Saturday, September 16, 2006

# Posted 9:55 PM by Patrick Belton  

THOUGHTS ON THE CLOSE OF A WEEK THAT INCLUDED 9/11: Sixty-one years after Hiroshima, five after 9/11 and a mere one after 7/7, a nuclear terrorist attack on London could bring a half-million dead and damage exceeding £1 trillion. The point's not wholly academic: Dame Eliza Manningham-Buller, the director-general of the Security Service, calls it 'only a matter of time' before the west sees a terrorist attack with nuclear, chemical or biological weapons. Her service additionally estimates the presence of one thousand terrorist operatives and their immediate supporters in Britain. The question is, how much has preparedness for this new threat progressed beyond the 1963 civil defence instructions to 'wear stout shoes'?

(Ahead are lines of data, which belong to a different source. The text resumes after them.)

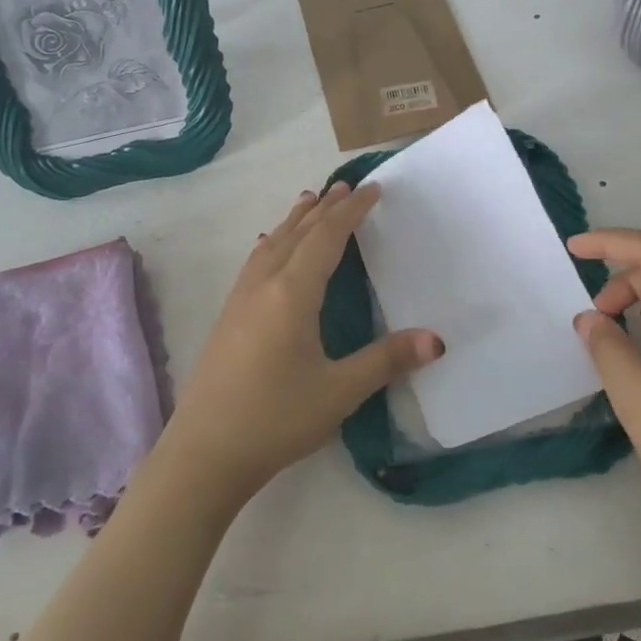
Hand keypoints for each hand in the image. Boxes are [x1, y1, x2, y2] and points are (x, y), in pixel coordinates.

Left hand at [160, 182, 444, 503]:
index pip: (326, 237)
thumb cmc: (276, 419)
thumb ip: (387, 360)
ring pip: (271, 243)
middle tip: (346, 186)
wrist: (204, 453)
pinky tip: (268, 250)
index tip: (372, 189)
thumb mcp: (339, 391)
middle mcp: (263, 285)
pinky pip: (256, 262)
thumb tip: (437, 339)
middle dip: (324, 208)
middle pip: (297, 233)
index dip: (351, 211)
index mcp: (292, 293)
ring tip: (310, 202)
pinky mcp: (228, 317)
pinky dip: (273, 242)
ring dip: (295, 220)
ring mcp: (240, 300)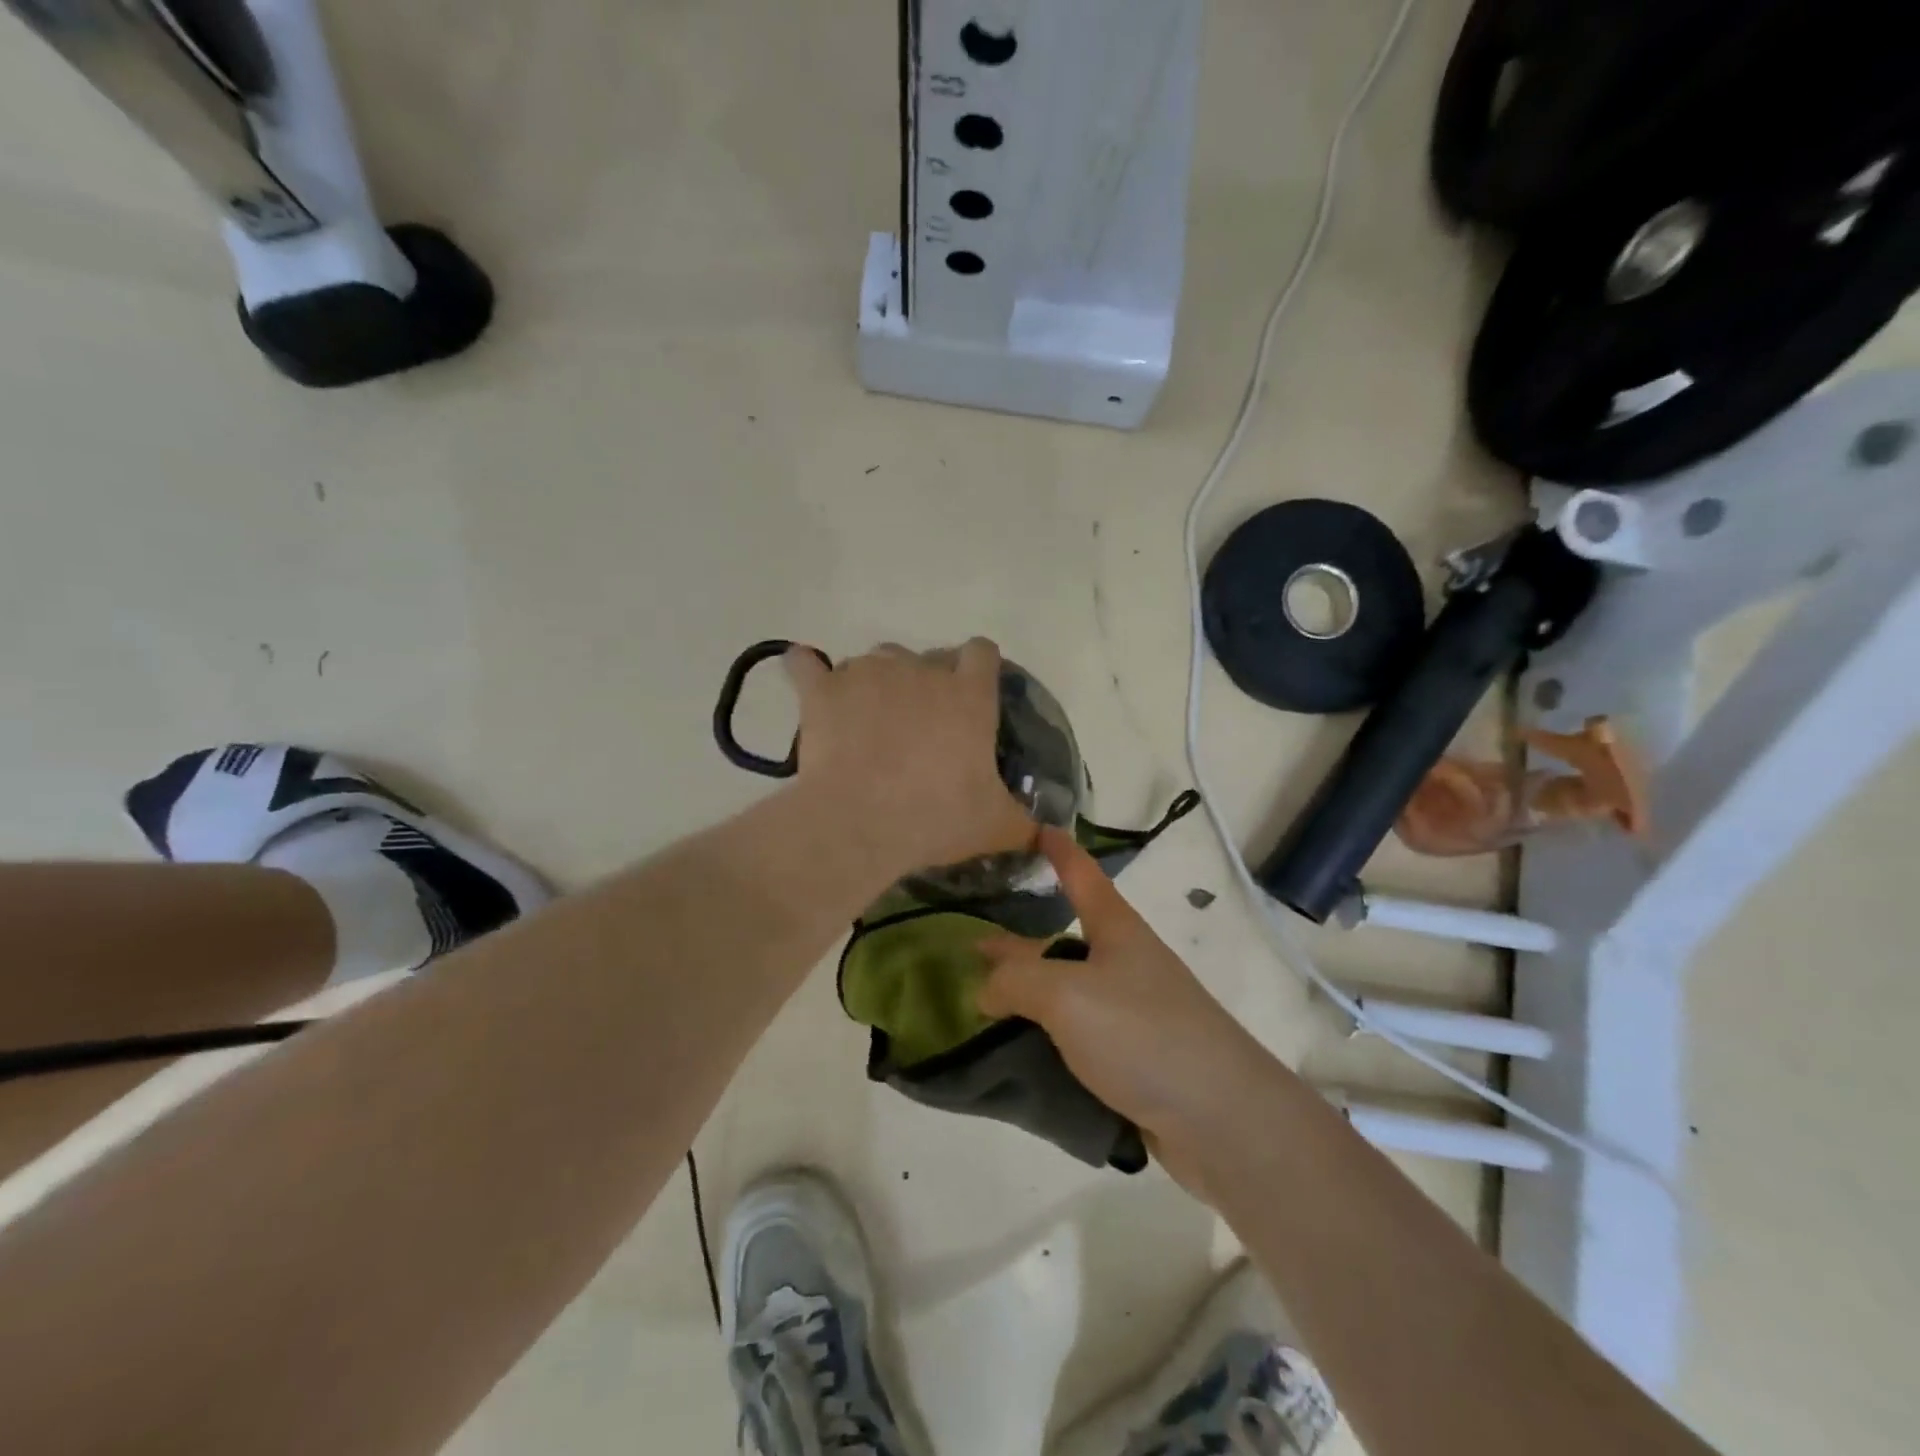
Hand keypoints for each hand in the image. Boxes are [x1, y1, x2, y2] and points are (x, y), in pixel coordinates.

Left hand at [785, 639, 1036, 878]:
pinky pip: (806, 664)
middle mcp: (919, 670)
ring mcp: (867, 673)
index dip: (976, 668)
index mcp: (967, 695)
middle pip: (924, 657)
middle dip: (923, 683)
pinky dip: (807, 671)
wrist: (861, 822)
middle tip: (917, 727)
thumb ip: (1026, 825)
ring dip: (874, 683)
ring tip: (866, 722)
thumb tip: (1053, 838)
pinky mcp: (822, 689)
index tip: (970, 693)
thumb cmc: (937, 816)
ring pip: (874, 661)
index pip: (981, 652)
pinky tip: (809, 683)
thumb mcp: (995, 826)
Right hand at [977, 827, 1278, 1191]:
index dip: (1058, 850)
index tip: (1035, 829)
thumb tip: (986, 989)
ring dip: (1025, 996)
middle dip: (1018, 941)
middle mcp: (1122, 964)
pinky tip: (1009, 1054)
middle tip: (971, 941)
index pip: (1082, 874)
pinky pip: (1073, 1039)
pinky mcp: (1129, 1060)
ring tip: (977, 1004)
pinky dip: (1041, 1039)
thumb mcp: (1066, 994)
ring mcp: (1129, 1013)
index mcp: (1115, 929)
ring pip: (1064, 993)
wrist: (1219, 1119)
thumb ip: (1015, 981)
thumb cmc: (1142, 1033)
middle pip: (1062, 939)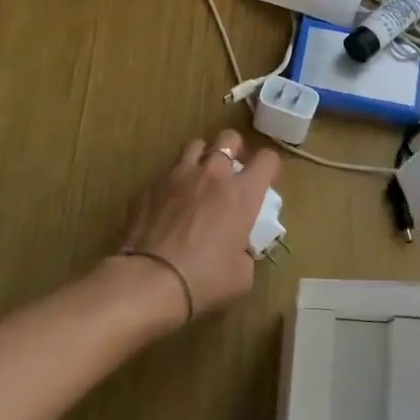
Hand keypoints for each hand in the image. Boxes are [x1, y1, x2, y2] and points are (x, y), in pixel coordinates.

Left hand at [114, 128, 279, 323]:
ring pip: (195, 145)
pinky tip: (170, 203)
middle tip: (231, 171)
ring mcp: (178, 175)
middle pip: (229, 138)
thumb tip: (239, 248)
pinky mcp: (151, 186)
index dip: (270, 166)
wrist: (150, 281)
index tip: (265, 180)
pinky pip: (167, 172)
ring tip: (199, 178)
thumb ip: (246, 252)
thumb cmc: (204, 279)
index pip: (268, 159)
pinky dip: (174, 181)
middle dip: (234, 149)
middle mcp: (213, 174)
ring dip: (202, 157)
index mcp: (242, 193)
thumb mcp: (242, 275)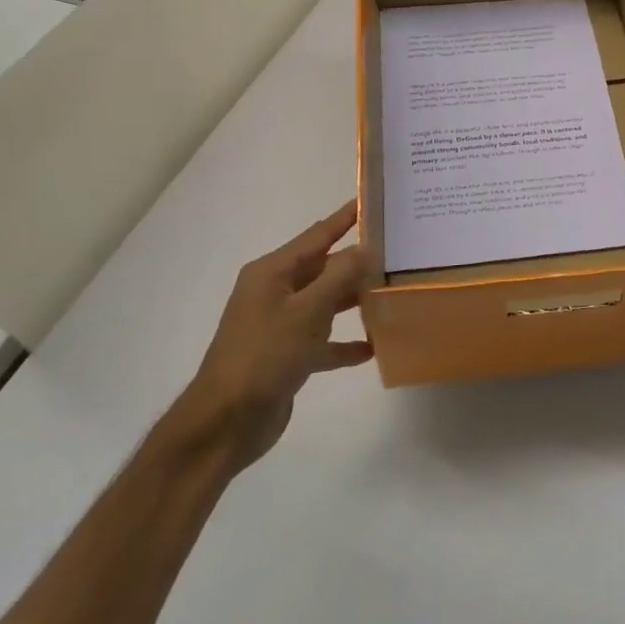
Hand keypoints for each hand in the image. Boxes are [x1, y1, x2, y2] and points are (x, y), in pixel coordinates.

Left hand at [174, 201, 373, 466]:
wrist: (226, 422)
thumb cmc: (264, 356)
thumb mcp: (306, 312)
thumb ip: (339, 277)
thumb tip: (366, 247)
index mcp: (272, 273)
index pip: (317, 236)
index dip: (345, 218)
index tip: (374, 201)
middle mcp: (275, 293)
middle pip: (323, 269)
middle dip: (357, 262)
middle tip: (398, 251)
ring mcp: (280, 325)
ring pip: (325, 304)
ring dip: (354, 300)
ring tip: (392, 292)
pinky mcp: (288, 357)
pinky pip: (323, 342)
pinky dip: (344, 343)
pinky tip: (373, 346)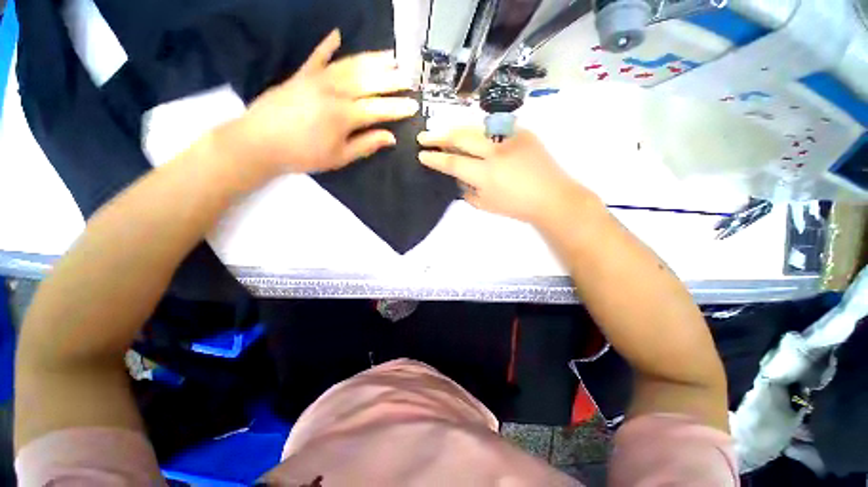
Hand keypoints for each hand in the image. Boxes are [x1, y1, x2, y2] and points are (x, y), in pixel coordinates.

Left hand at [219, 30, 418, 176]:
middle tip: (410, 76)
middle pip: (369, 82)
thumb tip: (390, 138)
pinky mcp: (301, 74)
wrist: (259, 142)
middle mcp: (334, 91)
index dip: (398, 108)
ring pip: (351, 65)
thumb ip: (366, 145)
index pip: (379, 109)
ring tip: (391, 56)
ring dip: (373, 60)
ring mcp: (317, 78)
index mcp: (345, 115)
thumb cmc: (303, 155)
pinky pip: (317, 56)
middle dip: (392, 80)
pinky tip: (337, 34)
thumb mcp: (339, 157)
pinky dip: (328, 45)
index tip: (414, 106)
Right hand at [418, 127, 597, 225]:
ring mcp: (510, 138)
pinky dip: (478, 131)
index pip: (453, 162)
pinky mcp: (522, 131)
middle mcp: (495, 152)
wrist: (552, 196)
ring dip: (455, 130)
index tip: (422, 154)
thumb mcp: (485, 205)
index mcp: (486, 174)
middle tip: (424, 137)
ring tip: (443, 134)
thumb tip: (457, 176)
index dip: (435, 158)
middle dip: (438, 136)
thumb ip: (466, 190)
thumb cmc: (517, 206)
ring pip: (475, 127)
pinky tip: (472, 135)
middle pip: (460, 137)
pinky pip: (493, 128)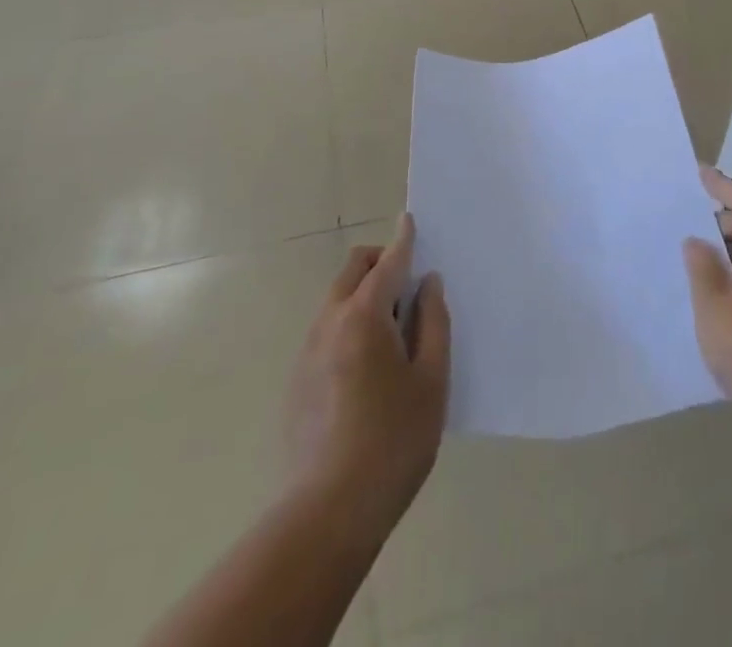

There are indications the answer may be, very little. Analysts who study nuclear smuggling report complex networks of diverse, cooperating groups to be transporting highly-enriched uranium and other nuclear materials regularly out of Russia into western Europe, where their end recipients maintain connections with terrorist organisations. The 7 July review committee of the London assembly found shockingly little progress has been achieved since last year's Tube bombings, in emergency communications and medical preparation for large-scale disaster. And recent disclosures in a book by BBC security correspondent Gordon Corera indicate that at the very time key proliferation damage was being caused by Dr AQ Khan's Pakistan-based nuclear proliferation network (a 'Wal-Mart of private-sector proliferation', in words of IAEA chief Mohammed elBaradei), MI6 personnel producing evidence of Pakistani proliferation were roundly ignored in Washington, while CIA and Pentagon staff attempting the same were generally fired. (In some sort of record, Richard Barlow, whose job first at the CIA and then at the Pentagon was to relay information to his superiors on proliferation, was dismissed twice for doing it.)

To give an example of the scale of the threat, by my best research a fairly rudimentary 1-kiloton nuclear device exploded in the centre of Trafalgar Square would kill in the first minute through thermal radiation all persons between Nelson's Column and Horse Guards, located outside or by windows. Within the second minute, the energy of the blast would kill all between Trafalgar Square and the Houses of Parliament, while radiation would kill everyone between Waterloo and Buckingham Palace. People in the City would receive heat injuries; while depending on winds and meteorological conditions, radiological fallout could extend to Penzance. The loss of life would include eventual deaths from carcinogenesis; building damage alone would reach hundreds of billions of pounds.

There are three stories here, which intersect and do not provide cause for comfort. One, following a war so splendidly executed the Bush White House must somehow have been in on it, an Iran closer each day to the bomb is increasingly assertive, and some ambiguity attaches itself to the next tactical steps by a Hizbullah which may or may not be the final recipient of Iranian nuclear largesse (thoughts on this point welcome). Two, there is the bad story of supine nonproliferation and chapter 7 enforcement systems, which failed world security in the case of A.Q. Khan, and may do so again with Iran. Third, there is the bad story on the home front of lessons not learnt from 7/7, with best indications being that New Labour has managed neither to heal the gap between Britain's Muslims and its mainstream populace, nor to implement the emergency and communications lessons from the Tube bombings.

Best wear stout shoes.
(6) opinions -- Add your opinion

Your remarks don't even begin to capture the extent of the disruption caused by a nuke in central London.

There are no standards which allow for the successful measurement or certification of radioactive contamination or its absence, even if structures are completely rebuilt. Consequently workplace regulation and insurance issues, even without the associated hysteria, would immediately place most of London into an unending limbo of unusability.

In addition London doesn't have a transport system which can function without links which pass through the center of the city. Take out the center and the practical value of properties in outer London also declines dramatically.
Meme chose,
Thanks for your comment. Think of it this way, Chelsea becomes affordable!
Sorry to be difficult, but could you clarify the sentence: "One, following a war so splendidly executed the Bush administration must somehow have been in on it..." To which war are you referring? Iraq? Afghanistan? The war on terror in general?
And the Bush administration must have been "in on" what?
Lebanon, I think
The Koran expressly Commands World Jihad and World Domination for Islam. Here are the verses:
Meme, I think 'certification of radioactive contamination or its absence' is one of those niceties we will pretend to be able to afford until circumstances force our hand. As another example, see 'Islam is a religion of peace'.

Patrick, to be fair, the Hezbollah war only lasted about 3 weeks; the first 3 weeks of a war seems to be when the Bush admin does their best work.